TASK BRIEF
Nothing in the records may be altered, so transcribe them exactly.

[Data items]

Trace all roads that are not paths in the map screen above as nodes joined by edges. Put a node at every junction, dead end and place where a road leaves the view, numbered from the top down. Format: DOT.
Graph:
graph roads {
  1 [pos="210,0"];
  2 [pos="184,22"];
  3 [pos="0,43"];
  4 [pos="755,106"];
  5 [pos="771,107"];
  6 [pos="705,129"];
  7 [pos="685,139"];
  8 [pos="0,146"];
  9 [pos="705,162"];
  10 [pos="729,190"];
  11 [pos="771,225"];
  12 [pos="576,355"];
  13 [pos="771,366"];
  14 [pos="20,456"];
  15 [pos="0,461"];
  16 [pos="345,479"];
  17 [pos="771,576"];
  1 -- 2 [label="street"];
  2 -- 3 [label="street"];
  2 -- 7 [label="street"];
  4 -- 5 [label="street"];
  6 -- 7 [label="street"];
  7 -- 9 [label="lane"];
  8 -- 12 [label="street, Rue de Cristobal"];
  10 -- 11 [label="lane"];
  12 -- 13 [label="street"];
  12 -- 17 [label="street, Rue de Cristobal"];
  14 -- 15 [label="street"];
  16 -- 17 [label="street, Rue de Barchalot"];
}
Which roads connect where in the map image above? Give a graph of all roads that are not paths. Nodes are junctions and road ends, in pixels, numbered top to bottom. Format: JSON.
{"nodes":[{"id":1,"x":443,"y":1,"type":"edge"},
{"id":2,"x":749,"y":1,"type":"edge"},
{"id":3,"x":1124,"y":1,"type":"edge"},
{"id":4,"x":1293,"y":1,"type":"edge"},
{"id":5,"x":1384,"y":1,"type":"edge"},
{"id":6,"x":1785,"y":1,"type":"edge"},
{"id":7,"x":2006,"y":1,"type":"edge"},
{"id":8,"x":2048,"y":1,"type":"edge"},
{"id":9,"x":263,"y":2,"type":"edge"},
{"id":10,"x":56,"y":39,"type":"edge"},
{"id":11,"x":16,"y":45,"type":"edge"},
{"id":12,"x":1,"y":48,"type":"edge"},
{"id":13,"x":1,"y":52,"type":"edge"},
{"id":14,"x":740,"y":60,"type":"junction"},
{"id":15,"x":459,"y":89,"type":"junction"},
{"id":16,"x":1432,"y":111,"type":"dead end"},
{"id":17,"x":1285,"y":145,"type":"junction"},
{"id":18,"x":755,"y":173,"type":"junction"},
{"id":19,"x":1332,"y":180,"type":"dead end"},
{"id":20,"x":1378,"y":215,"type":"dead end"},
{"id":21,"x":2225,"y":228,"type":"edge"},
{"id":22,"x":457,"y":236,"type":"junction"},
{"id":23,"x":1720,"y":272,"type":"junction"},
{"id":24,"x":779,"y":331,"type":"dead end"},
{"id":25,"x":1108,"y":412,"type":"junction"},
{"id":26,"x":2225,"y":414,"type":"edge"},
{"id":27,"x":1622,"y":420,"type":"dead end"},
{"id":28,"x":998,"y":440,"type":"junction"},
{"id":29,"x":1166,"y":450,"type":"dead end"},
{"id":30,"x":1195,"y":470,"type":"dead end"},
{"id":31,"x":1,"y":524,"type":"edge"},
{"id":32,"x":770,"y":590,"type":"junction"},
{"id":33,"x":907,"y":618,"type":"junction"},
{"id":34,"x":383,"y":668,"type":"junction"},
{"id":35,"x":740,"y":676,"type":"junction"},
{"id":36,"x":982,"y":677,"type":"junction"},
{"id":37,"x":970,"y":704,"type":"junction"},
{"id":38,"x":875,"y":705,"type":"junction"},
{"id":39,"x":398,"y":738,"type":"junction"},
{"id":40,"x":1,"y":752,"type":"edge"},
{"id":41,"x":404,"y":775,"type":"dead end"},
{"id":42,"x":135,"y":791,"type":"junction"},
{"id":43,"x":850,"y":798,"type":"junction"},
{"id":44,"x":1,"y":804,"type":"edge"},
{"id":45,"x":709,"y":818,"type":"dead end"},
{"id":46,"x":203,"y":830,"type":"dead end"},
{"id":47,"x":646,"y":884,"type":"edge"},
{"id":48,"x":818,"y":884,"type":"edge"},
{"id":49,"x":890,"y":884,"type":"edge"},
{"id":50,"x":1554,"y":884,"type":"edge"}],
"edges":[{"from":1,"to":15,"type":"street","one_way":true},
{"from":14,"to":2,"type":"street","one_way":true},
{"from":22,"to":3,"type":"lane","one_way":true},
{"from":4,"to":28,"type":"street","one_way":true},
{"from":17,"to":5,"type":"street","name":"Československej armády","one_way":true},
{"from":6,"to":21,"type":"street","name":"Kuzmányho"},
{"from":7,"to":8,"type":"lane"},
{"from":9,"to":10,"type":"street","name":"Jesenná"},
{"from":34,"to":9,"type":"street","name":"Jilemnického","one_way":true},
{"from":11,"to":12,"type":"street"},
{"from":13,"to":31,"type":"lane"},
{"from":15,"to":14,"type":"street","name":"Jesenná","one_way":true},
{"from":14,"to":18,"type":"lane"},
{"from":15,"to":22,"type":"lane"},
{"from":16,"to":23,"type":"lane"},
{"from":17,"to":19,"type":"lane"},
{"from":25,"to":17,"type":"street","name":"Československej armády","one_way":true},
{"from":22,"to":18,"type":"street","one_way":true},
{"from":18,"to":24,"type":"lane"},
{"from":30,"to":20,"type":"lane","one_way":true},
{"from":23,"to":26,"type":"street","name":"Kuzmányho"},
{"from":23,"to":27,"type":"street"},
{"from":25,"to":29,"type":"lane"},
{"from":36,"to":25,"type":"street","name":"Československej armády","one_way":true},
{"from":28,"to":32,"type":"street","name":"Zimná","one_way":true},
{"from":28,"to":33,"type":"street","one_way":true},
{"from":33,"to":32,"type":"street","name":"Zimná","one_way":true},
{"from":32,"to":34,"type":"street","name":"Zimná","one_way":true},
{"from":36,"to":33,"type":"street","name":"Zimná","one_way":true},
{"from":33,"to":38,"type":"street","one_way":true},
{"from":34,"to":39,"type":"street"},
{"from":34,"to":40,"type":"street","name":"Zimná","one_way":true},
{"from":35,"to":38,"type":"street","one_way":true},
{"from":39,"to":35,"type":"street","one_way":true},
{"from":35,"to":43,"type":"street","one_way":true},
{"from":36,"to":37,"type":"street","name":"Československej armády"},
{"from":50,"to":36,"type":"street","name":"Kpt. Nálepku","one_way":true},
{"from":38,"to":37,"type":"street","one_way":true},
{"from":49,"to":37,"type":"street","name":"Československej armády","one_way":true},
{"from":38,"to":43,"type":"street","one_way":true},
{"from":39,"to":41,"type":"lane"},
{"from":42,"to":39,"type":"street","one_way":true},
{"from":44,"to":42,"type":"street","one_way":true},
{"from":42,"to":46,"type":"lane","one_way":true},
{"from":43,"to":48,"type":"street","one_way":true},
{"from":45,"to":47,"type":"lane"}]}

RESULT OF THIS TASK
Trace all roads that are not paths in the map screen above as nodes joined by edges. Put a node at every junction, dead end and place where a road leaves the view, numbered from the top down. Format: DOT.
Graph:
graph roads {
  1 [pos="210,0"];
  2 [pos="184,22"];
  3 [pos="0,43"];
  4 [pos="755,106"];
  5 [pos="771,107"];
  6 [pos="705,129"];
  7 [pos="685,139"];
  8 [pos="0,146"];
  9 [pos="705,162"];
  10 [pos="729,190"];
  11 [pos="771,225"];
  12 [pos="576,355"];
  13 [pos="771,366"];
  14 [pos="20,456"];
  15 [pos="0,461"];
  16 [pos="345,479"];
  17 [pos="771,576"];
  1 -- 2 [label="street"];
  2 -- 3 [label="street"];
  2 -- 7 [label="street"];
  4 -- 5 [label="street"];
  6 -- 7 [label="street"];
  7 -- 9 [label="lane"];
  8 -- 12 [label="street, Rue de Cristobal"];
  10 -- 11 [label="lane"];
  12 -- 13 [label="street"];
  12 -- 17 [label="street, Rue de Cristobal"];
  14 -- 15 [label="street"];
  16 -- 17 [label="street, Rue de Barchalot"];
}
Which roads connect where in the map image above? Give a graph of all roads that are not paths. Nodes are junctions and road ends, in pixels, numbered top to bottom. Format: JSON.
{"nodes":[{"id":1,"x":443,"y":1,"type":"edge"},
{"id":2,"x":749,"y":1,"type":"edge"},
{"id":3,"x":1124,"y":1,"type":"edge"},
{"id":4,"x":1293,"y":1,"type":"edge"},
{"id":5,"x":1384,"y":1,"type":"edge"},
{"id":6,"x":1785,"y":1,"type":"edge"},
{"id":7,"x":2006,"y":1,"type":"edge"},
{"id":8,"x":2048,"y":1,"type":"edge"},
{"id":9,"x":263,"y":2,"type":"edge"},
{"id":10,"x":56,"y":39,"type":"edge"},
{"id":11,"x":16,"y":45,"type":"edge"},
{"id":12,"x":1,"y":48,"type":"edge"},
{"id":13,"x":1,"y":52,"type":"edge"},
{"id":14,"x":740,"y":60,"type":"junction"},
{"id":15,"x":459,"y":89,"type":"junction"},
{"id":16,"x":1432,"y":111,"type":"dead end"},
{"id":17,"x":1285,"y":145,"type":"junction"},
{"id":18,"x":755,"y":173,"type":"junction"},
{"id":19,"x":1332,"y":180,"type":"dead end"},
{"id":20,"x":1378,"y":215,"type":"dead end"},
{"id":21,"x":2225,"y":228,"type":"edge"},
{"id":22,"x":457,"y":236,"type":"junction"},
{"id":23,"x":1720,"y":272,"type":"junction"},
{"id":24,"x":779,"y":331,"type":"dead end"},
{"id":25,"x":1108,"y":412,"type":"junction"},
{"id":26,"x":2225,"y":414,"type":"edge"},
{"id":27,"x":1622,"y":420,"type":"dead end"},
{"id":28,"x":998,"y":440,"type":"junction"},
{"id":29,"x":1166,"y":450,"type":"dead end"},
{"id":30,"x":1195,"y":470,"type":"dead end"},
{"id":31,"x":1,"y":524,"type":"edge"},
{"id":32,"x":770,"y":590,"type":"junction"},
{"id":33,"x":907,"y":618,"type":"junction"},
{"id":34,"x":383,"y":668,"type":"junction"},
{"id":35,"x":740,"y":676,"type":"junction"},
{"id":36,"x":982,"y":677,"type":"junction"},
{"id":37,"x":970,"y":704,"type":"junction"},
{"id":38,"x":875,"y":705,"type":"junction"},
{"id":39,"x":398,"y":738,"type":"junction"},
{"id":40,"x":1,"y":752,"type":"edge"},
{"id":41,"x":404,"y":775,"type":"dead end"},
{"id":42,"x":135,"y":791,"type":"junction"},
{"id":43,"x":850,"y":798,"type":"junction"},
{"id":44,"x":1,"y":804,"type":"edge"},
{"id":45,"x":709,"y":818,"type":"dead end"},
{"id":46,"x":203,"y":830,"type":"dead end"},
{"id":47,"x":646,"y":884,"type":"edge"},
{"id":48,"x":818,"y":884,"type":"edge"},
{"id":49,"x":890,"y":884,"type":"edge"},
{"id":50,"x":1554,"y":884,"type":"edge"}],
"edges":[{"from":1,"to":15,"type":"street","one_way":true},
{"from":14,"to":2,"type":"street","one_way":true},
{"from":22,"to":3,"type":"lane","one_way":true},
{"from":4,"to":28,"type":"street","one_way":true},
{"from":17,"to":5,"type":"street","name":"Československej armády","one_way":true},
{"from":6,"to":21,"type":"street","name":"Kuzmányho"},
{"from":7,"to":8,"type":"lane"},
{"from":9,"to":10,"type":"street","name":"Jesenná"},
{"from":34,"to":9,"type":"street","name":"Jilemnického","one_way":true},
{"from":11,"to":12,"type":"street"},
{"from":13,"to":31,"type":"lane"},
{"from":15,"to":14,"type":"street","name":"Jesenná","one_way":true},
{"from":14,"to":18,"type":"lane"},
{"from":15,"to":22,"type":"lane"},
{"from":16,"to":23,"type":"lane"},
{"from":17,"to":19,"type":"lane"},
{"from":25,"to":17,"type":"street","name":"Československej armády","one_way":true},
{"from":22,"to":18,"type":"street","one_way":true},
{"from":18,"to":24,"type":"lane"},
{"from":30,"to":20,"type":"lane","one_way":true},
{"from":23,"to":26,"type":"street","name":"Kuzmányho"},
{"from":23,"to":27,"type":"street"},
{"from":25,"to":29,"type":"lane"},
{"from":36,"to":25,"type":"street","name":"Československej armády","one_way":true},
{"from":28,"to":32,"type":"street","name":"Zimná","one_way":true},
{"from":28,"to":33,"type":"street","one_way":true},
{"from":33,"to":32,"type":"street","name":"Zimná","one_way":true},
{"from":32,"to":34,"type":"street","name":"Zimná","one_way":true},
{"from":36,"to":33,"type":"street","name":"Zimná","one_way":true},
{"from":33,"to":38,"type":"street","one_way":true},
{"from":34,"to":39,"type":"street"},
{"from":34,"to":40,"type":"street","name":"Zimná","one_way":true},
{"from":35,"to":38,"type":"street","one_way":true},
{"from":39,"to":35,"type":"street","one_way":true},
{"from":35,"to":43,"type":"street","one_way":true},
{"from":36,"to":37,"type":"street","name":"Československej armády"},
{"from":50,"to":36,"type":"street","name":"Kpt. Nálepku","one_way":true},
{"from":38,"to":37,"type":"street","one_way":true},
{"from":49,"to":37,"type":"street","name":"Československej armády","one_way":true},
{"from":38,"to":43,"type":"street","one_way":true},
{"from":39,"to":41,"type":"lane"},
{"from":42,"to":39,"type":"street","one_way":true},
{"from":44,"to":42,"type":"street","one_way":true},
{"from":42,"to":46,"type":"lane","one_way":true},
{"from":43,"to":48,"type":"street","one_way":true},
{"from":45,"to":47,"type":"lane"}]}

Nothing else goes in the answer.